Могло бы поведение солдат быть обусловлено убеждением в умственном превосходстве или моральном авторитете органов власти? Конечно, нет! Прежде всего, такие соображения не могли иметь места уже в силу совершенного незнакомства их или, по крайней мере, недостаточного знакомства, как мы только что говорили, с высшими органами власти. Препятствием для укрепления подобных соображений должна была бы быть и общая неразвитость повинующихся.
Остается страх наказания, непосредственного физического воздействия? Едва ли бы и это могло служить аргументом. Не говоря уже о том, что повинующихся всегда неизмеримо больше, чем приказывающих, — в интересующем нас случае у солдат перед лицом смерти, казалось, должны были бы стереться всякие представления об ожидающем их вменении, тем более что и речи не могло быть о какой-либо дисциплине в условиях этого страшного похода.
В чем же источник этой таинственной силы?
Благонамеренный русский историк дал однажды необычайно яркое, конкретное описание чувства этой силы: «Да, он (Царь) молчит, и между тем мысль о нем удерживает руку, уже поднятую, и она внезапно опускается в нерешительности. Да, он молчит, и между тем другие с мыслью о нем засыпают покойные на своих тернием покрытых ложах; одни почерпают в этой мысли для себя бодрость, другие поражаются робостью; для одних здесь надежда, для других — страх[1].»

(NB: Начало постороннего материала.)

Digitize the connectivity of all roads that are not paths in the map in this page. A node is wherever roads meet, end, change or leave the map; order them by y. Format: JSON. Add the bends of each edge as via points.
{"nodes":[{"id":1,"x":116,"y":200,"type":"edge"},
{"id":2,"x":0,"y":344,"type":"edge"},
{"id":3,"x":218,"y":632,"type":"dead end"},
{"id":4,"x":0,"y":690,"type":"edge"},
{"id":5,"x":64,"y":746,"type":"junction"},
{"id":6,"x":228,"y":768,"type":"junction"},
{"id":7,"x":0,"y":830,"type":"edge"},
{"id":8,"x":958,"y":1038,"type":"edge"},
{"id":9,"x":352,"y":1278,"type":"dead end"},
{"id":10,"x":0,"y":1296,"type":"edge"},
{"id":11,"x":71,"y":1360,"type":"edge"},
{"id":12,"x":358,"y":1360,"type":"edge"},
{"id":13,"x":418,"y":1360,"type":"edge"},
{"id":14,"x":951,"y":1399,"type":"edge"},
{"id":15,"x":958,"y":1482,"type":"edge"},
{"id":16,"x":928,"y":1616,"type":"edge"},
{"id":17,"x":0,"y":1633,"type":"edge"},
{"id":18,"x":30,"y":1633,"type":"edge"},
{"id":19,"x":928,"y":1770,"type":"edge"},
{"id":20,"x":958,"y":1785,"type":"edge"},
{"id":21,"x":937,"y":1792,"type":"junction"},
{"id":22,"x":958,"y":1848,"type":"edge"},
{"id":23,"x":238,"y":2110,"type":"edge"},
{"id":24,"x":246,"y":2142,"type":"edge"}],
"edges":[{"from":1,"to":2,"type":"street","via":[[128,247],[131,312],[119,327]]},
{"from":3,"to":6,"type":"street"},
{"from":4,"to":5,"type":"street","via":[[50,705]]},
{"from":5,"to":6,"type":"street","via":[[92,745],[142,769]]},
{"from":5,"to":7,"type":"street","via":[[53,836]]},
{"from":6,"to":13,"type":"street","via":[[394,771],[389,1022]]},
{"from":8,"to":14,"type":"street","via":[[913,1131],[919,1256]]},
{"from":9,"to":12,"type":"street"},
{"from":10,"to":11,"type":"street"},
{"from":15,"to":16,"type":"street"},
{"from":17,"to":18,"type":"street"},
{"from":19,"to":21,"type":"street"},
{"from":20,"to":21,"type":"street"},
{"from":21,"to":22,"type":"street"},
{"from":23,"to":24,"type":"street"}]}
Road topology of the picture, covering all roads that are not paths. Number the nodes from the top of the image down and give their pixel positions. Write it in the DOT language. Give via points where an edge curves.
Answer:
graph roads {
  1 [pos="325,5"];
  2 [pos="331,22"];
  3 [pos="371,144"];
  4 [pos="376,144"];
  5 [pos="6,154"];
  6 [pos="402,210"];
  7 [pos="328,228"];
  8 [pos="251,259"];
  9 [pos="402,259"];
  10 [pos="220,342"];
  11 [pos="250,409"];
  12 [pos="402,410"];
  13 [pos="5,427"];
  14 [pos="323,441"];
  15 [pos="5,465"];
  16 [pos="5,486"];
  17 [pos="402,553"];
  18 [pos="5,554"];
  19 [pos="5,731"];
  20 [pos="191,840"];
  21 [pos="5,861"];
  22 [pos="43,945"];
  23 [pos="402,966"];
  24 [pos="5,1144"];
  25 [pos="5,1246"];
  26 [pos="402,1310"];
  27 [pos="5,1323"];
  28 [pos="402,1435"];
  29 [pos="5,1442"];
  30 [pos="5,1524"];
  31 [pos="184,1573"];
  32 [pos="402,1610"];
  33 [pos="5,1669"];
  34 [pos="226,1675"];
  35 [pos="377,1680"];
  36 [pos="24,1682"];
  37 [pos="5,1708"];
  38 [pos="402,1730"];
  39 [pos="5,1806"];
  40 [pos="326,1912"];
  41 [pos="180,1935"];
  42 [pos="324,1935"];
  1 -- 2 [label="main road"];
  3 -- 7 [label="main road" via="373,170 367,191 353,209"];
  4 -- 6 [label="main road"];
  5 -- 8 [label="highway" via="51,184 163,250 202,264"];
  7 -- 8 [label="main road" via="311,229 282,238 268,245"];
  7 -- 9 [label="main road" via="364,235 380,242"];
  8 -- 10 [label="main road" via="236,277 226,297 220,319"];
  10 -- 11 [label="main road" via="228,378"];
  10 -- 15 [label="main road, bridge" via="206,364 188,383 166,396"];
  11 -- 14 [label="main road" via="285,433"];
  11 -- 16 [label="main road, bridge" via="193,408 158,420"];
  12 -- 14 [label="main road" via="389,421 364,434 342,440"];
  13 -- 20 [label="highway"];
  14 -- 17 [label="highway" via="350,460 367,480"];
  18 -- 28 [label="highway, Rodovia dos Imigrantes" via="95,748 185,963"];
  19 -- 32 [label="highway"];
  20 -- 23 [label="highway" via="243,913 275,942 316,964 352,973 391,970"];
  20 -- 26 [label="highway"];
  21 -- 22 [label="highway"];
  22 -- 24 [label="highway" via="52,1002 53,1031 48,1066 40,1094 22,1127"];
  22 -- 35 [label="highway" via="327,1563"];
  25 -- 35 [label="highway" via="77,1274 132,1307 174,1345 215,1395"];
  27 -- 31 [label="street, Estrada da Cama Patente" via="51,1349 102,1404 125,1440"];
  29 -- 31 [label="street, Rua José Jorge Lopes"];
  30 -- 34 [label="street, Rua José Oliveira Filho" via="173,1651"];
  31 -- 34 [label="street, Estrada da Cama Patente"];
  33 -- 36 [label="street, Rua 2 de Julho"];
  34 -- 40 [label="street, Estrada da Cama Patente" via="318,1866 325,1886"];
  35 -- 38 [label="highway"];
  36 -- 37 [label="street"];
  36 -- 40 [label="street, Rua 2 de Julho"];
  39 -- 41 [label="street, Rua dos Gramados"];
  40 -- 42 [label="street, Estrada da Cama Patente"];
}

Этот своеобразный синтез — политического убеждения, реальной веры в могущество власти, искреннего пафоса, влюбленности в конкретного царя, привычного холопства — дает наглядное представление о сложности и могуществе источников чувств господства и подчиненности.
Третий и последний пример, в котором мы будем иметь дело не с забитым и темным русским мужиком и не с консервативным ученым, монархистски настроенным, но с культурным европейцем-индивидуалистом, превосходно прозревающим природу государственного принуждения.
Один из талантливых современных западных писателей[2] повествует про молодого немецкого художника, только что обвенчавшегося, любящего и любимого и скрывшегося от войны — из Германии в Швейцарию. Чудесная интимная жизнь. Внезапно приходит письмо с требованием его к исполнению повинности. И в то время как его природные вкусы, чувство самосохранения, полная возможность не подчиниться приказу, просьбы, советы, убеждения жены должны были бы удержать его от повиновения, огромный волнующий страх, без малейшей примеси патриотизма, без какого-либо желания разделить участь соотечественников, близких, друзей ввергает его в животный трепет перед божеством власти. Сомнения и колебания разрешаются тем, что, обливаясь мучительным потом стыда перед женой за свою трусость и бесхарактерность, полный отвращения к себе, измученный страхом, он бежит «исполнять свой долг». И только пройдя на родине разнообразные стадии унижения, потрясенный видом пострадавших на войне, он бежит обратно и сбрасывает с себя наконец «гнет законов и слов человеческих».